The Life-Changing Magic of Tidying Up
Marie Kondo
Contributed by Sharen Felty

8 Lessons Our Editor Learned from the Decluttering Bible by Cate La Farge Summers. Available at  

The author herein draws immense inspiration from the book “The Life-Changing Magic of Tidying Up: The Japanese Art of Decluttering and Organizing”, which is widely acclaimed in the field of home economics. As such, the above article extensively reviews and lists eight important lessons that can be drawn from Kondo’s widely acclaimed book.

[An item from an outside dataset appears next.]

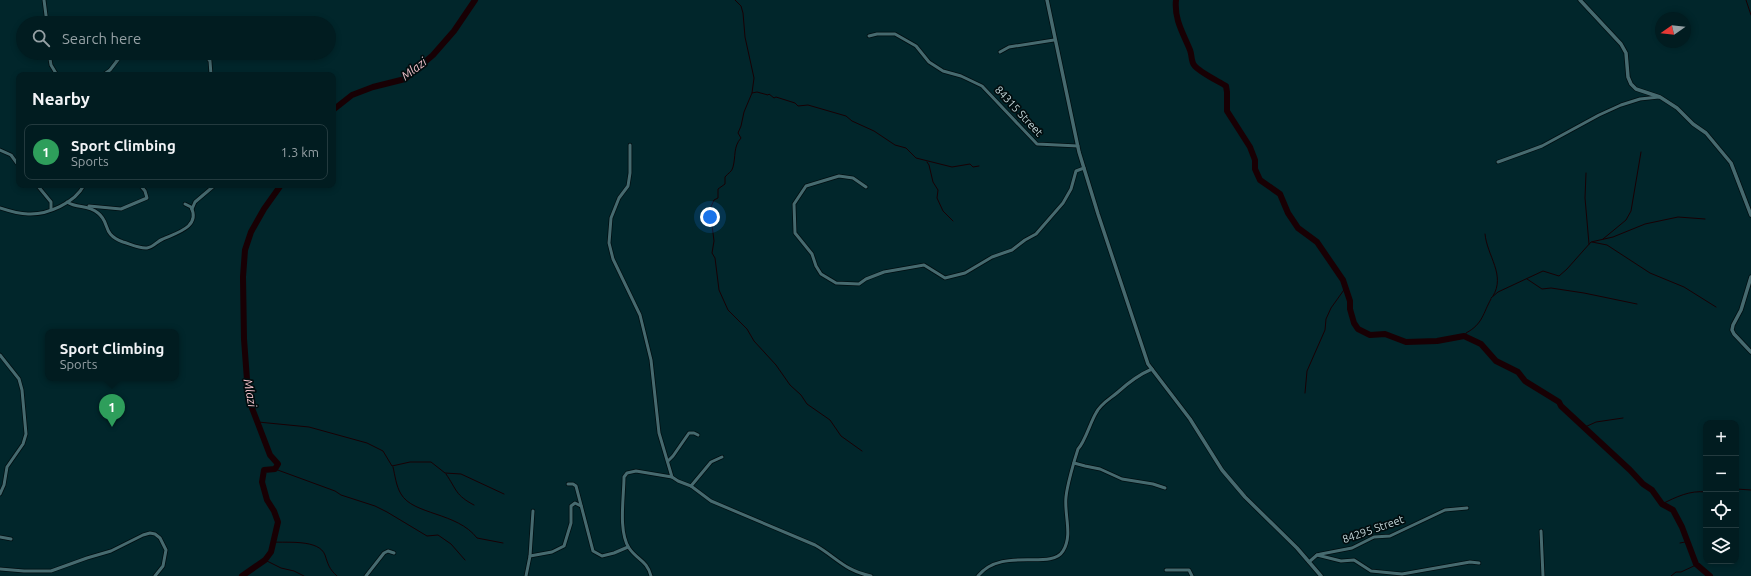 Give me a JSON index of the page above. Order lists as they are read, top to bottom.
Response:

The first lesson that Summers draws from is that when tidying, it is crucial to tackle categories and not rooms. In this regard, a person should first identify a particular item and declutter their space once and for all, — instead of tidying by location, which is exhaustive and inefficient. Also, Summers takes note of the recommended order of tidying by Kondo, starting with clothes — since it is usually the least emotionally-loaded item.

The second describes how a person should respect their belongings. Summers stresses Kondo’s point, of a person taking into consideration the feelings of their items when they are cramped in a closet without much attention being given to them. Specifically, Summers relates to Kondo’s view that socks should not be balled up or tied together, but rather be handled with respect and properly folded.

For the third, Summers notes how nostalgia does not promote the tidying of spaces. Kondo warns that one should not show their family the bags to be discarded, since they will want to stop you from getting rid of so much. In Summers’ case, her young son, Henry, tried to capture an old hat that she had already decided to discard.

The fourth lesson that Summers experienced is the beauty and joy of purging the unnecessary and unwanted items. Instead of panicking for discarding twelve bags of clothes, Summers was happy for freeing up her space and getting rid of items that no longer sparked joy in her.

For number five, Summers learned that it was important to fold clothes rather than hang them. She decided to follow Kondo’s advice by folding her clothes in a presentable manner —which naturally leads to the sixth lesson: Kondo’s vertical fold. This made everything easier to spot, hard to mess up, and presentable and easy on the eyes.

When everything is properly decluttered and reorganized, the seventh lesson sets in: how a person should fall in love with their closet, and a mere look at it should inspire them into conquering the day. Last, but not least, the eighth lesson is for the individual to rediscover their style, as tidying up should help them rediscover their fashion sense and style.